Daniele Ferretti di banditi se ne intendeva. Suo malgrado. Era stato vittima di rapina più volte della cieca violenza dei ladri, che in più di una occasione nella sua vita da gioielliere lo avevano assalito, derubato e a volte anche picchiato.

L'ultimo episodio risale al 2016, mese di gennaio. Quella volta ebbe la meglio il bandito: nella mano destra teneva una pistola, nella sinistra una borsa e alla fine si è portato via 2 kg d'oro. Ma era solo la punta dell'iceberg.

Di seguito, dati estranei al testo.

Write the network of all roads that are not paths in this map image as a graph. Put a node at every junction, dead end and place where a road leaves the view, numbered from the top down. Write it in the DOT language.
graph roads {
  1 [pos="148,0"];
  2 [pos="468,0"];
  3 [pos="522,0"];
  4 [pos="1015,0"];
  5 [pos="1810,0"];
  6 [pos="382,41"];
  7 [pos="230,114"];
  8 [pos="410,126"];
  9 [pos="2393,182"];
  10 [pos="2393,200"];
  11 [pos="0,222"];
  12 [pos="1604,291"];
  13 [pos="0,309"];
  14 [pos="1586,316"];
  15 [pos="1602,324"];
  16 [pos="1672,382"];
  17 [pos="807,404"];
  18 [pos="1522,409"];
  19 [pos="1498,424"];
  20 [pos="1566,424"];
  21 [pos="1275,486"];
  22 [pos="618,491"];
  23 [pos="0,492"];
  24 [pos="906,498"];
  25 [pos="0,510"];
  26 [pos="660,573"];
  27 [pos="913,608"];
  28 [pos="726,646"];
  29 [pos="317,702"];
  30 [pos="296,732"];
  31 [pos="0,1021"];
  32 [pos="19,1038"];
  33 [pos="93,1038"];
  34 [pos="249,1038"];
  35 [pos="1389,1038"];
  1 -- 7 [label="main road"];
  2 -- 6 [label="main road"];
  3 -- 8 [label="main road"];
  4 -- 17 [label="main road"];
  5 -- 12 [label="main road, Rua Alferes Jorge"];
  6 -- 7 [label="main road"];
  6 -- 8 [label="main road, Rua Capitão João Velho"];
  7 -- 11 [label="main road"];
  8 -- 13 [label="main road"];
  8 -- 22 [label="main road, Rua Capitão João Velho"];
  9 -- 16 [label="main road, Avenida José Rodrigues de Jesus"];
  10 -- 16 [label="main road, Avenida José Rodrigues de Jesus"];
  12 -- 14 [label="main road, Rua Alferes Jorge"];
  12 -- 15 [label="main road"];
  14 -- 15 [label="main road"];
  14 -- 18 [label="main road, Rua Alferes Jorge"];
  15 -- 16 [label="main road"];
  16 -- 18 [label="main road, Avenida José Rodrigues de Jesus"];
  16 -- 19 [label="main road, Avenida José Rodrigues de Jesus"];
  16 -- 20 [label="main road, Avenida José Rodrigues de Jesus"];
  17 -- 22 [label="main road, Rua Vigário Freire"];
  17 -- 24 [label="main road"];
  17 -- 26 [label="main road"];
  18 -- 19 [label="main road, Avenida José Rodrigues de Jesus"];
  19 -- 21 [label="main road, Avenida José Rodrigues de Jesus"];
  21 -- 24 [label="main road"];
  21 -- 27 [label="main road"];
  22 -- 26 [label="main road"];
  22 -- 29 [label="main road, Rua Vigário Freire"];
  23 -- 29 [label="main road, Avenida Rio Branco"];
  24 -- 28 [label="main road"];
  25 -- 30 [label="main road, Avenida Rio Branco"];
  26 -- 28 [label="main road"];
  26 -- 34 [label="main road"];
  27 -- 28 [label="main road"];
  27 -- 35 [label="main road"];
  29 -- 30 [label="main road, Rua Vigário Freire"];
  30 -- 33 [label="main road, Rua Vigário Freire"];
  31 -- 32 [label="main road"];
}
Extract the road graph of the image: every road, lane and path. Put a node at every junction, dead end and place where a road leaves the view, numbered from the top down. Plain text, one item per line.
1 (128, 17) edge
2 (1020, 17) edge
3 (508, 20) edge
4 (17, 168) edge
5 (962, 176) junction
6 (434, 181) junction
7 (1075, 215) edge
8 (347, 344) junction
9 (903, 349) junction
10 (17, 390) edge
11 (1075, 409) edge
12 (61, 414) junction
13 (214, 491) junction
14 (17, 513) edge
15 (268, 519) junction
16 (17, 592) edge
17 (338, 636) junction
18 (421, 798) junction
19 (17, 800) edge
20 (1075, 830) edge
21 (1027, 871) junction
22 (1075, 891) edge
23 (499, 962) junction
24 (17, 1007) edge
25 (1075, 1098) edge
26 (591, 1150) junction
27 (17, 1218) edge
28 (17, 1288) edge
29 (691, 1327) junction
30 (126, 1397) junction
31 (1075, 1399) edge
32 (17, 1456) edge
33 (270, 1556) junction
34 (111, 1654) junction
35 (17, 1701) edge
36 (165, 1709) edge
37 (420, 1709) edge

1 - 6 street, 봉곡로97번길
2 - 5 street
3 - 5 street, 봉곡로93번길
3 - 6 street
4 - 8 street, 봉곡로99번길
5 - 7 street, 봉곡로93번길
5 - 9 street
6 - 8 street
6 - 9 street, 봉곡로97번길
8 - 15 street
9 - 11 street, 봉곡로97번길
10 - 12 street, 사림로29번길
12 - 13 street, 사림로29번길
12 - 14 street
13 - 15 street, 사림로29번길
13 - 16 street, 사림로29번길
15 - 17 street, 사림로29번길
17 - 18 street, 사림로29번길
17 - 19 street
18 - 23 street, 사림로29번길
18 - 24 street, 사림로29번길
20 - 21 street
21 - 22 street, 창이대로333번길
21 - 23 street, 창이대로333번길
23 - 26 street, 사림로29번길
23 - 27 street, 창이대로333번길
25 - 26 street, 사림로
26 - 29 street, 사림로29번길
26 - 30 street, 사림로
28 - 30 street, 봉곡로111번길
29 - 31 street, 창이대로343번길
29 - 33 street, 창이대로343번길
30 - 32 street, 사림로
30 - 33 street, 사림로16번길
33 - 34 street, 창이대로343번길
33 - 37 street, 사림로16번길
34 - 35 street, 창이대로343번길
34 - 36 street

Già, perché nel lontano luglio del 1999 i rapinatori gli lasciarono una ferita che nemmeno il tempo può rimarginare. I malviventi che entrarono nella sua gioielleria alle 13 di pomeriggio, erano armati e volevano il bottino. Daniele si rifiutò di consegnare incasso e gioielli, così i malviventi lo picchiarono, lo accoltellarono abbandonandolo in un lago di sangue e poi, abbassando la saracinesca, lo rinchiusero nel negozio, rendendo impossibili i soccorsi. Daniele Ferretti si salvò per miracolo. Da un bar vicino un angelo, un carabiniere fuori servizio, sentì le sue urla e chiamò i soccorsi. Altrimenti sarebbe finita in maniera diversa: le ferite da arma da taglio lo stavano dissanguando. Pochi minuti e sarebbe morto. "Quando il carabiere è uscito - scriveva IlTirreno nel 1999 - ha visto i due ladri gettare dei guanti in un cassonetto e fuggire in motorino. Il carabiniere ha capito immediatamente quando era successo e ha inseguito i banditi per circa 500 metri, fino a via San Francesco, poi i due sono spariti. A quel punto si è rivolto al 112. Intanto Ferretti, nonostantele ferite, ha raggiunto il telefono del negozio e ha chiamato il 113. In pochi minuti sono arrivati gli agenti della Squadra Mobile e del servizio Volanti della questura ed i carabinieri".

I segni di quella drammatica giornata li porta ancora in corpo, Daniele. Almeno cinque coltellate: una al viso, una al collo, una al petto, una all'addome e una alla schiena. Il coltello, come raccontava ilTirreno nella cronaca del tempo, arrivò a centrare il sesto spazio intercostale.

Il bottino dei banditi fu di 80 milioni di lire. Una enormità. Chissà quanto ha faticato Daniele a risalire la china, a rimettersi dietro il bancone, a riaprire quel negozio dove era stato rinchiuso e sarebbe potuto morire dissanguato. Non c'è da stupirsi se stavolta ha risposto al fuoco. Uccidendo uno dei due ladri.